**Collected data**
▼

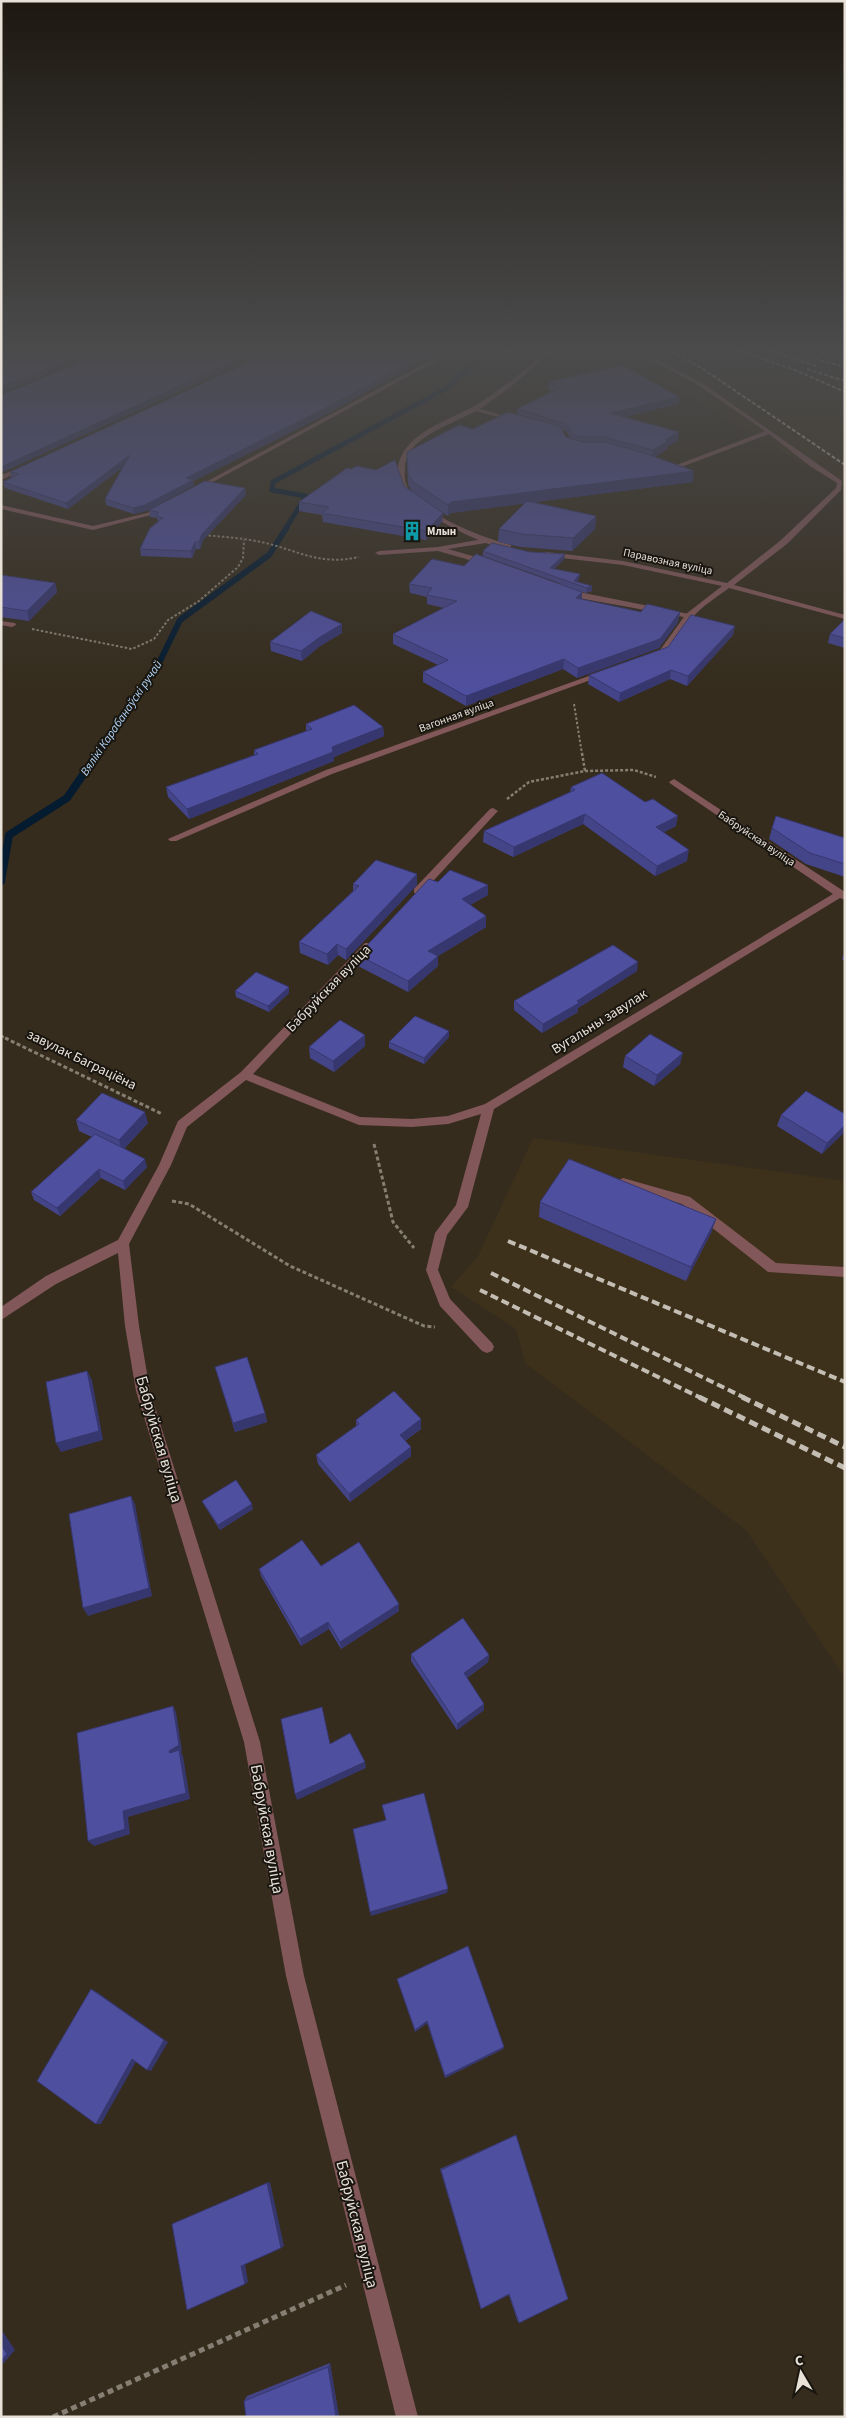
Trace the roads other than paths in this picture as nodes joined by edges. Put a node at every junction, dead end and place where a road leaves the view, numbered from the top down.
1 (248, 461) edge
2 (403, 461) edge
3 (693, 461) edge
4 (806, 461) edge
5 (656, 463) edge
6 (28, 466) edge
7 (1, 478) edge
8 (192, 491) edge
9 (175, 500) edge
10 (1, 508) edge
11 (484, 541) junction
12 (438, 549) junction
13 (520, 550) edge
14 (538, 553) edge
15 (379, 554) road end
16 (492, 565) edge
17 (727, 585) junction
18 (557, 587) edge
19 (689, 616) junction
20 (845, 618) edge
21 (1, 623) edge
22 (12, 625) edge
23 (646, 658) edge
24 (613, 670) edge
25 (674, 782) dead end
26 (493, 811) road end
27 (173, 840) dead end
28 (842, 895) edge
29 (413, 898) edge
30 (380, 934) edge
31 (245, 1075) junction
32 (489, 1107) junction
33 (610, 1179) edge
34 (123, 1244) junction
35 (845, 1272) edge
36 (1, 1314) edge
37 (487, 1347) dead end
38 (407, 2417) edge

1 - 8 street
2 - 11 street
3 - 5 street
4 - 17 street
6 - 7 street
9 - 10 street
11 - 12 street
11 - 13 street
12 - 15 street
12 - 16 street
14 - 17 street, Паравозная вуліца
17 - 19 street
17 - 20 street, Паравозная вуліца
18 - 19 street
19 - 23 street
21 - 22 street
24 - 27 street, Вагонная вуліца
25 - 28 street, Бабруйская вуліца
26 - 29 street
28 - 32 street, Вугальны завулак
30 - 31 street, Бабруйская вуліца
31 - 32 street, Вугальны завулак
31 - 34 street, Бабруйская вуліца
32 - 37 street
33 - 35 street
34 - 36 street
34 - 38 street, Бабруйская вуліца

▲

**ASSIGNED TASK**
Check each line above for the string "dead", then copy the ones that have it.

**EXERCISE ANSWER**
Trace the roads other than paths in this picture as nodes joined by edges. Put a node at every junction, dead end and place where a road leaves the view, numbered from the top down.
25 (674, 782) dead end
27 (173, 840) dead end
37 (487, 1347) dead end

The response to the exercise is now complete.